*HOW TO COMPLETE THIS TASK*
Each record must be reproduced exactly as it is shown.

Stored data entries
--- --- ---

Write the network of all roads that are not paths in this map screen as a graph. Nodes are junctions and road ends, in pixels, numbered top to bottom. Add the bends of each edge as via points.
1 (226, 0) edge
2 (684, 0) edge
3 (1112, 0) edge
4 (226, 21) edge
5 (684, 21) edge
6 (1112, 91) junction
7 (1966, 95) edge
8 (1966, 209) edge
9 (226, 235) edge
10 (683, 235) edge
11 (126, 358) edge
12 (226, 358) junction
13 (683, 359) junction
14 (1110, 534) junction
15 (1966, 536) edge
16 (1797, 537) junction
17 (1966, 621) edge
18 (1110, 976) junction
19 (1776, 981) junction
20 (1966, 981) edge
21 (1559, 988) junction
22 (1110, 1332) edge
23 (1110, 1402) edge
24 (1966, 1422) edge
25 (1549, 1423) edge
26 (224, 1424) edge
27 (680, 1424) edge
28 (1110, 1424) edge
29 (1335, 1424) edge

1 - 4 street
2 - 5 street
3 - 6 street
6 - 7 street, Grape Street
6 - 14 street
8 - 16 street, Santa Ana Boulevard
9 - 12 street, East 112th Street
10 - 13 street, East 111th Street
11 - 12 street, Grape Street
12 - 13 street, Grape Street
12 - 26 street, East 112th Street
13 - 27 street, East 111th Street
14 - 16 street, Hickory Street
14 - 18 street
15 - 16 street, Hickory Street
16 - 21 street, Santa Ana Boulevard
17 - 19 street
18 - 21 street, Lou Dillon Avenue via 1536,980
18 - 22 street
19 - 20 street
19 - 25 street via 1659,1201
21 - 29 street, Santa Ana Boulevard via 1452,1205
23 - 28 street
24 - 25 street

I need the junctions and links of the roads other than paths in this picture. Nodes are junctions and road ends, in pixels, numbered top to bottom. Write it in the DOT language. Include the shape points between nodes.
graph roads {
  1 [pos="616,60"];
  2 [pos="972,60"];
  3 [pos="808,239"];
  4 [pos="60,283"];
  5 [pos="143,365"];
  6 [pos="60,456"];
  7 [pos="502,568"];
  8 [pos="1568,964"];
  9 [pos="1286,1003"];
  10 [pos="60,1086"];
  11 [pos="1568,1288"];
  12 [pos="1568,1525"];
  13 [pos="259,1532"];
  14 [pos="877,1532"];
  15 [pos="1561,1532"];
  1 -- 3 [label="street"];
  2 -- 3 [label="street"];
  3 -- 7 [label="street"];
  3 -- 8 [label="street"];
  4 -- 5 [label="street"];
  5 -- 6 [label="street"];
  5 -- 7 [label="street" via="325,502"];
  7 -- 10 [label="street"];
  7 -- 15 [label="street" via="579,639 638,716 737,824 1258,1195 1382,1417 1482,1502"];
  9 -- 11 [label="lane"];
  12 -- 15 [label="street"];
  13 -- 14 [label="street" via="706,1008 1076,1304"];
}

--- --- ---

*ANSWER TO THIS EXERCISE*
Write the network of all roads that are not paths in this map screen as a graph. Nodes are junctions and road ends, in pixels, numbered top to bottom. Add the bends of each edge as via points.
1 (226, 0) edge
2 (684, 0) edge
3 (1112, 0) edge
4 (226, 21) edge
5 (684, 21) edge
6 (1112, 91) junction
7 (1966, 95) edge
8 (1966, 209) edge
9 (226, 235) edge
10 (683, 235) edge
11 (126, 358) edge
12 (226, 358) junction
13 (683, 359) junction
14 (1110, 534) junction
15 (1966, 536) edge
16 (1797, 537) junction
17 (1966, 621) edge
18 (1110, 976) junction
19 (1776, 981) junction
20 (1966, 981) edge
21 (1559, 988) junction
22 (1110, 1332) edge
23 (1110, 1402) edge
24 (1966, 1422) edge
25 (1549, 1423) edge
26 (224, 1424) edge
27 (680, 1424) edge
28 (1110, 1424) edge
29 (1335, 1424) edge

1 - 4 street
2 - 5 street
3 - 6 street
6 - 7 street, Grape Street
6 - 14 street
8 - 16 street, Santa Ana Boulevard
9 - 12 street, East 112th Street
10 - 13 street, East 111th Street
11 - 12 street, Grape Street
12 - 13 street, Grape Street
12 - 26 street, East 112th Street
13 - 27 street, East 111th Street
14 - 16 street, Hickory Street
14 - 18 street
15 - 16 street, Hickory Street
16 - 21 street, Santa Ana Boulevard
17 - 19 street
18 - 21 street, Lou Dillon Avenue via 1536,980
18 - 22 street
19 - 20 street
19 - 25 street via 1659,1201
21 - 29 street, Santa Ana Boulevard via 1452,1205
23 - 28 street
24 - 25 street

I need the junctions and links of the roads other than paths in this picture. Nodes are junctions and road ends, in pixels, numbered top to bottom. Write it in the DOT language. Include the shape points between nodes.
graph roads {
  1 [pos="616,60"];
  2 [pos="972,60"];
  3 [pos="808,239"];
  4 [pos="60,283"];
  5 [pos="143,365"];
  6 [pos="60,456"];
  7 [pos="502,568"];
  8 [pos="1568,964"];
  9 [pos="1286,1003"];
  10 [pos="60,1086"];
  11 [pos="1568,1288"];
  12 [pos="1568,1525"];
  13 [pos="259,1532"];
  14 [pos="877,1532"];
  15 [pos="1561,1532"];
  1 -- 3 [label="street"];
  2 -- 3 [label="street"];
  3 -- 7 [label="street"];
  3 -- 8 [label="street"];
  4 -- 5 [label="street"];
  5 -- 6 [label="street"];
  5 -- 7 [label="street" via="325,502"];
  7 -- 10 [label="street"];
  7 -- 15 [label="street" via="579,639 638,716 737,824 1258,1195 1382,1417 1482,1502"];
  9 -- 11 [label="lane"];
  12 -- 15 [label="street"];
  13 -- 14 [label="street" via="706,1008 1076,1304"];
}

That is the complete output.